**The input:**
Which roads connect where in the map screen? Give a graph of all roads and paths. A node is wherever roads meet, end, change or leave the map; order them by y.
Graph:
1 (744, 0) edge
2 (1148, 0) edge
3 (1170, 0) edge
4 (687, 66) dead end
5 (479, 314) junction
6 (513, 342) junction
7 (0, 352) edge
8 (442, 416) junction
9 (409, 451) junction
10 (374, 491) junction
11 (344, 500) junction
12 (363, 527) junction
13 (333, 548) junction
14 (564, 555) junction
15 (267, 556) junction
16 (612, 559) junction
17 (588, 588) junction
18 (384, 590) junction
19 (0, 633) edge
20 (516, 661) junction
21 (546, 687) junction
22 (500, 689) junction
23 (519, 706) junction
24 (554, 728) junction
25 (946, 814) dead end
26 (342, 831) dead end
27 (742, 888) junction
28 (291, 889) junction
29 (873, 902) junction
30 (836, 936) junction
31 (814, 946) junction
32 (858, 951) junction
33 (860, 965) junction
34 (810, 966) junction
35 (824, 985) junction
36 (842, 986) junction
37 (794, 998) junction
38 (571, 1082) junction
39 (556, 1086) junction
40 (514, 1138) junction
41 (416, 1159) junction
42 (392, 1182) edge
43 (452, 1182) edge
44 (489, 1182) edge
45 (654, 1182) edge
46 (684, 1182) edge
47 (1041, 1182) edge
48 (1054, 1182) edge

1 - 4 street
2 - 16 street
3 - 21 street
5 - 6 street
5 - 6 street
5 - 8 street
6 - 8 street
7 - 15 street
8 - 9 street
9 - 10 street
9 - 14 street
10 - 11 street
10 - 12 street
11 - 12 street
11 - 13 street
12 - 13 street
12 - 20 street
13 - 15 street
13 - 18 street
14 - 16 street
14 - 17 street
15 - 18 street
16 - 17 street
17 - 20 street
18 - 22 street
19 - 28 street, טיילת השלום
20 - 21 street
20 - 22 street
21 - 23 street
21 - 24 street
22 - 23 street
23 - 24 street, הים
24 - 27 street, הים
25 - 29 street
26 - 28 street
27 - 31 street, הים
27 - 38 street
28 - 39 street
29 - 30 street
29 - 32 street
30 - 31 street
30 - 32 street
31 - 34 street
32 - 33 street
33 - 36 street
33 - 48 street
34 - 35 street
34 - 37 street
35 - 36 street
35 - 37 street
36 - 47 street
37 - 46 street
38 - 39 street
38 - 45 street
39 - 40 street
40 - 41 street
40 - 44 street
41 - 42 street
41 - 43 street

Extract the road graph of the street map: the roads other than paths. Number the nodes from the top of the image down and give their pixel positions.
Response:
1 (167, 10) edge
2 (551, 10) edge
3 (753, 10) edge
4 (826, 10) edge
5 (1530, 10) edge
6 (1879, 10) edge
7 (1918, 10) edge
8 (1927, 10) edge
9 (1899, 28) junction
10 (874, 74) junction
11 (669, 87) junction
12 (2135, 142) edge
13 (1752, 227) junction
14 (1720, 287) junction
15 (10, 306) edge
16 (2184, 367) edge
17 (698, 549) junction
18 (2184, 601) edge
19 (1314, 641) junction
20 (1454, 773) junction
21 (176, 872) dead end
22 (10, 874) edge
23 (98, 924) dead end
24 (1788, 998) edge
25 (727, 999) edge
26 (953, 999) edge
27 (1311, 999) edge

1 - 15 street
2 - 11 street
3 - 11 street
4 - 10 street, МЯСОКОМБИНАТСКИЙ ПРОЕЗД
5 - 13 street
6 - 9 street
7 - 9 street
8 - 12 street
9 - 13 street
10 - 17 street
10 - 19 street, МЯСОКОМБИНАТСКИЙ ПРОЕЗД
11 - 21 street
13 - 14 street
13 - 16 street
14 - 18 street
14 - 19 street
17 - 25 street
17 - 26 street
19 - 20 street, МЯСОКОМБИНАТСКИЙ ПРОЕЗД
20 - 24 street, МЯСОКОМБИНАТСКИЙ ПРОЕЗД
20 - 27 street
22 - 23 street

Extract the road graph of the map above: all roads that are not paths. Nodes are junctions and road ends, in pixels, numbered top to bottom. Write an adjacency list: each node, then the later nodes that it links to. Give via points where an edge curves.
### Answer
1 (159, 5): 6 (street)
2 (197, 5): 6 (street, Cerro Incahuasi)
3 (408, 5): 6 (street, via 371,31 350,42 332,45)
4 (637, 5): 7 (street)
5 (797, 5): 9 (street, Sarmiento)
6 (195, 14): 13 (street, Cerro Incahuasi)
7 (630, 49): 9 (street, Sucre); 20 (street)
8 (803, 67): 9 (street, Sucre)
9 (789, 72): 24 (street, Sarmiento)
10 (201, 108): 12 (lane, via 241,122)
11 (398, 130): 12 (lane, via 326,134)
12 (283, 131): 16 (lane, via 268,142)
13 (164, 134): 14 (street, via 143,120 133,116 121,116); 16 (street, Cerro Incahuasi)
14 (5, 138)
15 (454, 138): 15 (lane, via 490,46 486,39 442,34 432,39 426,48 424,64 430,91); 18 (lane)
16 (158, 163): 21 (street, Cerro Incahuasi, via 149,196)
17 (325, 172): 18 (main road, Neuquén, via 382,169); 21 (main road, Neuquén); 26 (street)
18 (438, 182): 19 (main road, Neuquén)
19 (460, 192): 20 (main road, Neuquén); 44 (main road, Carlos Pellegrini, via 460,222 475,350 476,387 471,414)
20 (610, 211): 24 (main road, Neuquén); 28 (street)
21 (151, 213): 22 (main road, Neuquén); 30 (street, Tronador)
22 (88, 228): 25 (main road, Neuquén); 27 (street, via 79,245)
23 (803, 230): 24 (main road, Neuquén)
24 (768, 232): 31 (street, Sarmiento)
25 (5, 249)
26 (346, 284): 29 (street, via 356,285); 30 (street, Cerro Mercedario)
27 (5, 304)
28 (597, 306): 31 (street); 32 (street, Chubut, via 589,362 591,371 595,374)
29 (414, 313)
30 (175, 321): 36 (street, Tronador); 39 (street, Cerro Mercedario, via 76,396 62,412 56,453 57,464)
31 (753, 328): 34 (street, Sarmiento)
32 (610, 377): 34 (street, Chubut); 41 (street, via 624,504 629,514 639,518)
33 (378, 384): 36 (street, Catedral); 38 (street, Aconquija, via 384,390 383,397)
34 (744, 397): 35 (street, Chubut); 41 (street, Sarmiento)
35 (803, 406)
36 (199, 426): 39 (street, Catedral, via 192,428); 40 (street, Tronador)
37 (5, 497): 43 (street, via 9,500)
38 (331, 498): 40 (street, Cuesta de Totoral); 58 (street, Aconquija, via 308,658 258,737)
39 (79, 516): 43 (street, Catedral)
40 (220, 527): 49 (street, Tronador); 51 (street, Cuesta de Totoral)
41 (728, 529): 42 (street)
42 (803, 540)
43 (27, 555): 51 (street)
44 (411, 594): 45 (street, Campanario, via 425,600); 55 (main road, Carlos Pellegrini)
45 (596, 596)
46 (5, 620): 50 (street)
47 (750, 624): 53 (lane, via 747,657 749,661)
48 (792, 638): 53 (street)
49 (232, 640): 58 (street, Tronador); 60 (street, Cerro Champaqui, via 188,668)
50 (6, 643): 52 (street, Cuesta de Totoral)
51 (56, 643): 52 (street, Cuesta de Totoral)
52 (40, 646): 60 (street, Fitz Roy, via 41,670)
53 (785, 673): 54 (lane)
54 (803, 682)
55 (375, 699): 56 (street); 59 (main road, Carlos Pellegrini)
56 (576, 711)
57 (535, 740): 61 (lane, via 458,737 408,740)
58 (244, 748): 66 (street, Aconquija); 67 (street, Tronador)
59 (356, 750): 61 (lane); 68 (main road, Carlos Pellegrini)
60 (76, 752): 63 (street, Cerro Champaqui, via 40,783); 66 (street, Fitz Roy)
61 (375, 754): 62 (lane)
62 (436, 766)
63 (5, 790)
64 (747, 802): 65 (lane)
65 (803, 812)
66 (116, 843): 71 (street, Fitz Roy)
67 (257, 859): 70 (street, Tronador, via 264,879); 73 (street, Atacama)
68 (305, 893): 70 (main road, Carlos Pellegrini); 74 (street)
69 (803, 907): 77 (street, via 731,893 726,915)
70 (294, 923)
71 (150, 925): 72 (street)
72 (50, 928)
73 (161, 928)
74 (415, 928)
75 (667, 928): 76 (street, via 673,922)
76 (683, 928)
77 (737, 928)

**Exercise description:** Among the lines above, some may hold the string "Totoral". State how many, giving the number alone.

**Exercise result:** 4